(Records from a data source)
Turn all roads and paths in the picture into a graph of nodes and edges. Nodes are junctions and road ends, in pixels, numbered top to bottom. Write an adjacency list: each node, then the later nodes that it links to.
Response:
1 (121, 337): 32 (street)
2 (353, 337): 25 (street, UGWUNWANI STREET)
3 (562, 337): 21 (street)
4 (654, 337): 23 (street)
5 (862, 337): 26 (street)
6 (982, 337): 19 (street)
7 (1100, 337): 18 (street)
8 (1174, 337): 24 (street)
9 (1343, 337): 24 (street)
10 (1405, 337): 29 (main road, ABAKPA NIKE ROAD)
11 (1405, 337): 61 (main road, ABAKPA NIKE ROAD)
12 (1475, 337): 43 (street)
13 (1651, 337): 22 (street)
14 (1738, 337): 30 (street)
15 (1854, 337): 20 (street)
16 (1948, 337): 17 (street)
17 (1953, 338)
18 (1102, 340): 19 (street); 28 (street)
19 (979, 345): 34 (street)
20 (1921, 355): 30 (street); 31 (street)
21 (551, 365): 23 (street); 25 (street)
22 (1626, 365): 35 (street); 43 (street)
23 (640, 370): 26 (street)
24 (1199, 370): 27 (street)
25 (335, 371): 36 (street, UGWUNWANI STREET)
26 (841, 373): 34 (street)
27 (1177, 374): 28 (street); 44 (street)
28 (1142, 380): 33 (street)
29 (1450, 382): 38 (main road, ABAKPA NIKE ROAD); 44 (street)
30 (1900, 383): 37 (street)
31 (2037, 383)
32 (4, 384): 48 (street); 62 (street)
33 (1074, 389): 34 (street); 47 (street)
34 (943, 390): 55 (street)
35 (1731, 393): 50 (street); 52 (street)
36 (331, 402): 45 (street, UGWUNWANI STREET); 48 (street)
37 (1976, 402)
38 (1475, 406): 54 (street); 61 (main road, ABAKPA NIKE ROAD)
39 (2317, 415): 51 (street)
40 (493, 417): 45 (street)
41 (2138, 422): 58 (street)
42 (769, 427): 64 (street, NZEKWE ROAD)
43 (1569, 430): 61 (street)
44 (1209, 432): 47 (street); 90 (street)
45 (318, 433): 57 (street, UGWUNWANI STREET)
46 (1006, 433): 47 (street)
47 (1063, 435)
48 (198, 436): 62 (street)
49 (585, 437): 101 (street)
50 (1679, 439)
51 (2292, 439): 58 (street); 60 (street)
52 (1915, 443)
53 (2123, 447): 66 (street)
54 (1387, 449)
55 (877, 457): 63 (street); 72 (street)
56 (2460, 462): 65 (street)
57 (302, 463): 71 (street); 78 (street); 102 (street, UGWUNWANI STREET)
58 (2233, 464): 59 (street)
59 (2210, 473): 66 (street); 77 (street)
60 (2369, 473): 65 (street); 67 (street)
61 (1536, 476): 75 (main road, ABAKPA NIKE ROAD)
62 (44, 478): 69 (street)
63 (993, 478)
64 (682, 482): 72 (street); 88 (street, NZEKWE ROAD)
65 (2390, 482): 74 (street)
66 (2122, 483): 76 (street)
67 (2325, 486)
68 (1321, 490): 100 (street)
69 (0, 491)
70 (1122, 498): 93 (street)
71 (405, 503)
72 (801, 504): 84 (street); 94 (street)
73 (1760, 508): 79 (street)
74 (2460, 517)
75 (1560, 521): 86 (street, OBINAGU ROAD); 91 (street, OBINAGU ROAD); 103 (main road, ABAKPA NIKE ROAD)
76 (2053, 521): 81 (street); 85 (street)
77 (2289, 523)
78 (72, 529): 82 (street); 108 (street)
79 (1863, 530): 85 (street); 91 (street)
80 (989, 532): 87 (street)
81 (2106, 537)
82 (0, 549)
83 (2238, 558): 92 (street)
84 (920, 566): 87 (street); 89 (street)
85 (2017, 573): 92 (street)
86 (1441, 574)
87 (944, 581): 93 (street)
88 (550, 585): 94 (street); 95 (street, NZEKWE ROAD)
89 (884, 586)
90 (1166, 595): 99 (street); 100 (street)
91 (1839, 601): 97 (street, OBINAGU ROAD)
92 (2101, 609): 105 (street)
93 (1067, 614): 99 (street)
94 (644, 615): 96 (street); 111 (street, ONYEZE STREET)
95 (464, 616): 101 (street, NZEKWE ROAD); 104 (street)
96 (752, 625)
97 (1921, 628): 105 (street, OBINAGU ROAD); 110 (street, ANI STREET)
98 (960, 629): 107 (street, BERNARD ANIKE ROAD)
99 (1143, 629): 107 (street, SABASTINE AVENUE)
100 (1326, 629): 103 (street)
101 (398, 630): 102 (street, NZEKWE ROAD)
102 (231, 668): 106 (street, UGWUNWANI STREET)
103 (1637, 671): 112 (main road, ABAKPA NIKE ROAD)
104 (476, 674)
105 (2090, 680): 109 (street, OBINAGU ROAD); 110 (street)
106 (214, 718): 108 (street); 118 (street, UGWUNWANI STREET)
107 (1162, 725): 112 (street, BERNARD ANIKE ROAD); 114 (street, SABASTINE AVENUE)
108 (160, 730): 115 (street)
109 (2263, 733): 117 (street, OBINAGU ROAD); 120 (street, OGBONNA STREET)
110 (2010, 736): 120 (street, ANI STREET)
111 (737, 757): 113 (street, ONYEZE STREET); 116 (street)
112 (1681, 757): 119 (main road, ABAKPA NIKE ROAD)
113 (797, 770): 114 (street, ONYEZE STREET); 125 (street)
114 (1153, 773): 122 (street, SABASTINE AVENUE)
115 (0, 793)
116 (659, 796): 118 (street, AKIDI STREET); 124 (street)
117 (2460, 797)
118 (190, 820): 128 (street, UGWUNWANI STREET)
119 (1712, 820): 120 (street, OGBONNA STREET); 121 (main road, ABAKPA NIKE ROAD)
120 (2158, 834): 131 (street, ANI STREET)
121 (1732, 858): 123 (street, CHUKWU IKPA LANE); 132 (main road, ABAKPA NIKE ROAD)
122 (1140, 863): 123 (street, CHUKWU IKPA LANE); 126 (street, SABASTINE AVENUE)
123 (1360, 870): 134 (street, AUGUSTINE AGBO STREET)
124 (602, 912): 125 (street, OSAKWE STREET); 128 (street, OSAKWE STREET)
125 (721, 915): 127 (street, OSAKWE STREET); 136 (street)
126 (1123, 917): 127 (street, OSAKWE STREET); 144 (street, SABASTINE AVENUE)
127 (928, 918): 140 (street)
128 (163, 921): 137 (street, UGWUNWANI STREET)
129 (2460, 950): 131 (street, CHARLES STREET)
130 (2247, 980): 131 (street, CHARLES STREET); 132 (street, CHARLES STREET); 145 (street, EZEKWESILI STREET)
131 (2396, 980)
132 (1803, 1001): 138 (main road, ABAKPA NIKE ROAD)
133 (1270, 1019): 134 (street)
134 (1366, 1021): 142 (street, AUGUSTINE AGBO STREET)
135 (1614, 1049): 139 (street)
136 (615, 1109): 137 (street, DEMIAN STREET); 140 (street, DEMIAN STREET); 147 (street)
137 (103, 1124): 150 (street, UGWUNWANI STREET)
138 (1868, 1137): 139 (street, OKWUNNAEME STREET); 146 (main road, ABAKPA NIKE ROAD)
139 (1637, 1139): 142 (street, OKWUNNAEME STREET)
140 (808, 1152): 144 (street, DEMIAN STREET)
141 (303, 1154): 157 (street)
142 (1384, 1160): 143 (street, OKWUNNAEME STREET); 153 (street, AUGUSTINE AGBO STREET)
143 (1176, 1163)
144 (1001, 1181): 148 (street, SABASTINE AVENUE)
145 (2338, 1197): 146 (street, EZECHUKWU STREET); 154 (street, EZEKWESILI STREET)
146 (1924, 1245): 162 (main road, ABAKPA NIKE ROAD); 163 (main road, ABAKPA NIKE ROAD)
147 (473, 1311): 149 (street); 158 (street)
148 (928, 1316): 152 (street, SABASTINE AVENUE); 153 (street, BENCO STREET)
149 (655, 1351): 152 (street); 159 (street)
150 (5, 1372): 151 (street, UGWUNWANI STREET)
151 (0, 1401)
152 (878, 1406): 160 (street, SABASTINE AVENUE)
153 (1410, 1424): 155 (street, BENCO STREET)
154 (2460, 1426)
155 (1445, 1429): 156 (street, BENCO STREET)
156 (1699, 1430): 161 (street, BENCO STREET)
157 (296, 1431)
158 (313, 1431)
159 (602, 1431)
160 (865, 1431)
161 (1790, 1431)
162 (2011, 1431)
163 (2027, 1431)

Exercise aim
All lines carrying the word "BENCO" must be copied from the data above.

Task solution
148 (928, 1316): 152 (street, SABASTINE AVENUE); 153 (street, BENCO STREET)
153 (1410, 1424): 155 (street, BENCO STREET)
155 (1445, 1429): 156 (street, BENCO STREET)
156 (1699, 1430): 161 (street, BENCO STREET)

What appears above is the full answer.